Prizes like that make lotteries tempting – and there are plenty of lotteries selling tickets. In the United States, government-operated lotteries are active in 45 states, the District of Columbia, Puerto Rico, and the U.S. Virgin Islands. The profits earned by lotteries:
“…benefit different programs in different jurisdictions. In many cases lottery profits are combined with tax and other revenues in a government's general fund. In other cases, lottery proceeds are dedicated to a wide range of causes, including education, economic development, the environment, programs for senior citizens and veterans, health care, sports facilities, capital construction projects, cultural activities, tax relief, and others,” reported the North American Association of State and Provincial Lotteries.

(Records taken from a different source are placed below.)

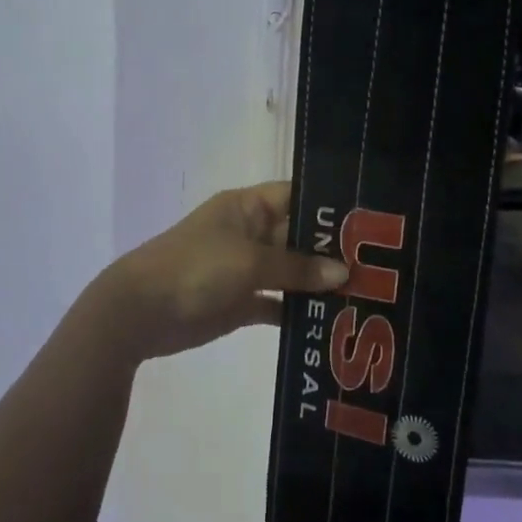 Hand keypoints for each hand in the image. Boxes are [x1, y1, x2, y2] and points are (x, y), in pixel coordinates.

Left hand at [96, 182, 347, 361]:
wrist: (140, 311)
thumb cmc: (195, 268)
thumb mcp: (249, 261)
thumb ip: (296, 267)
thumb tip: (343, 272)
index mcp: (248, 207)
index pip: (297, 197)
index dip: (330, 207)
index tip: (372, 223)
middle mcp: (250, 233)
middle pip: (298, 237)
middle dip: (333, 252)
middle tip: (381, 268)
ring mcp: (245, 268)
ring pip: (291, 272)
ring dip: (319, 284)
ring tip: (367, 297)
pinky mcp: (240, 302)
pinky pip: (276, 302)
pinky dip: (298, 311)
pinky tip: (331, 324) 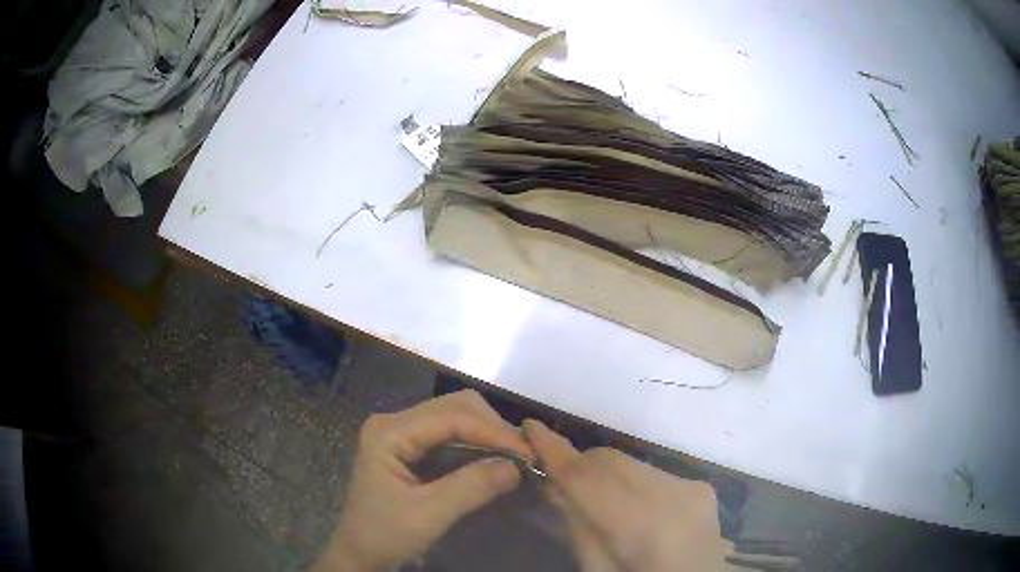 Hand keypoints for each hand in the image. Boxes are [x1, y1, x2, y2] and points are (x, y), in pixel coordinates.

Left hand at [313, 391, 533, 570]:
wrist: (360, 553)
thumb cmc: (385, 535)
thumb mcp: (429, 515)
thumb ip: (471, 487)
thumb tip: (517, 466)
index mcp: (389, 432)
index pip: (451, 417)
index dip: (493, 431)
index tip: (528, 452)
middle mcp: (394, 422)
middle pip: (455, 407)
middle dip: (493, 427)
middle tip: (523, 454)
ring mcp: (401, 432)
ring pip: (455, 416)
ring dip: (488, 432)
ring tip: (515, 455)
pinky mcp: (409, 446)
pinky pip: (450, 433)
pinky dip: (477, 441)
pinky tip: (494, 457)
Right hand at [523, 419, 731, 571]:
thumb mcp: (598, 569)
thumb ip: (577, 526)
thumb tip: (554, 484)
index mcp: (642, 527)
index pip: (587, 478)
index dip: (555, 451)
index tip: (528, 425)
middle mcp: (671, 496)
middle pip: (609, 460)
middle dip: (579, 465)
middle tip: (558, 481)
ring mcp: (691, 487)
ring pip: (630, 461)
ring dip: (605, 474)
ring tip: (598, 500)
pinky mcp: (701, 485)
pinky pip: (652, 471)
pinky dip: (632, 482)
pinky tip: (633, 507) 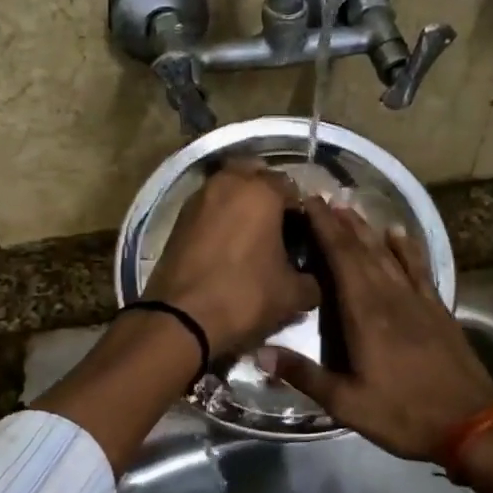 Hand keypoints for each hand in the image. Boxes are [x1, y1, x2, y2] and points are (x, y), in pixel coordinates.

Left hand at [143, 160, 319, 356]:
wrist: (180, 319)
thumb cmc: (244, 297)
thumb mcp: (292, 295)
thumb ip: (312, 280)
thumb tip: (312, 278)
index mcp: (261, 191)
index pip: (293, 188)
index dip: (303, 213)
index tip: (304, 237)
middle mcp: (229, 182)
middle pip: (257, 174)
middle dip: (269, 194)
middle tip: (278, 227)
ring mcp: (199, 196)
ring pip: (229, 186)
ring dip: (243, 202)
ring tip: (253, 235)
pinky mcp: (179, 216)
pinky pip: (210, 205)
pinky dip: (222, 215)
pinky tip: (229, 243)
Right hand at [258, 197, 492, 462]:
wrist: (472, 424)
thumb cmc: (403, 414)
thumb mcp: (347, 403)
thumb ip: (304, 375)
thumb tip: (259, 353)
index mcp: (365, 314)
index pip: (340, 259)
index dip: (324, 228)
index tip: (308, 203)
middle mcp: (390, 296)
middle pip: (362, 250)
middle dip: (340, 223)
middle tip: (322, 199)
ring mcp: (417, 300)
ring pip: (388, 254)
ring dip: (367, 230)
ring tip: (350, 209)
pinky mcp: (437, 309)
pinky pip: (419, 268)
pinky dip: (407, 248)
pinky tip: (398, 233)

The odds of winning a lottery, typically, are astronomically low. In April, the odds of winning were 1 in 292 million, according to Khristopher Brooks of CBS News. Despite the poor odds, people spend an enormous amount of money on lottery tickets. In 2023, people in the U.S. spent more than $110 billion on lottery tickets. The Economist reported:
“In the poorest 1% of zip codes that have lottery retailers, the average American adult spends around $600 a year, or nearly 5% of their income, on tickets. That compares with just $150, or 0.15%, for those in the richest 1% of zip codes. In other words, the poorest households spend roughly 30 times more on lotteries than richer ones, as a share of income.”
If people saved and invested instead of spending on lottery tickets, they could have more to show for it. For example, 30-year-olds who save:
· $150 a year might have about $35,000 at full retirement age, if they earned 8 percent on average each year.
· $600 a year might have about $142,000, at full retirement age, if they earned 8 percent on average each year.
The bottom line is that saving and investing is more likely to help people reach their financial goals than buying lottery tickets is.
Weekly Focus – Think About It
“It isn't where you came from, its where you're going that counts.”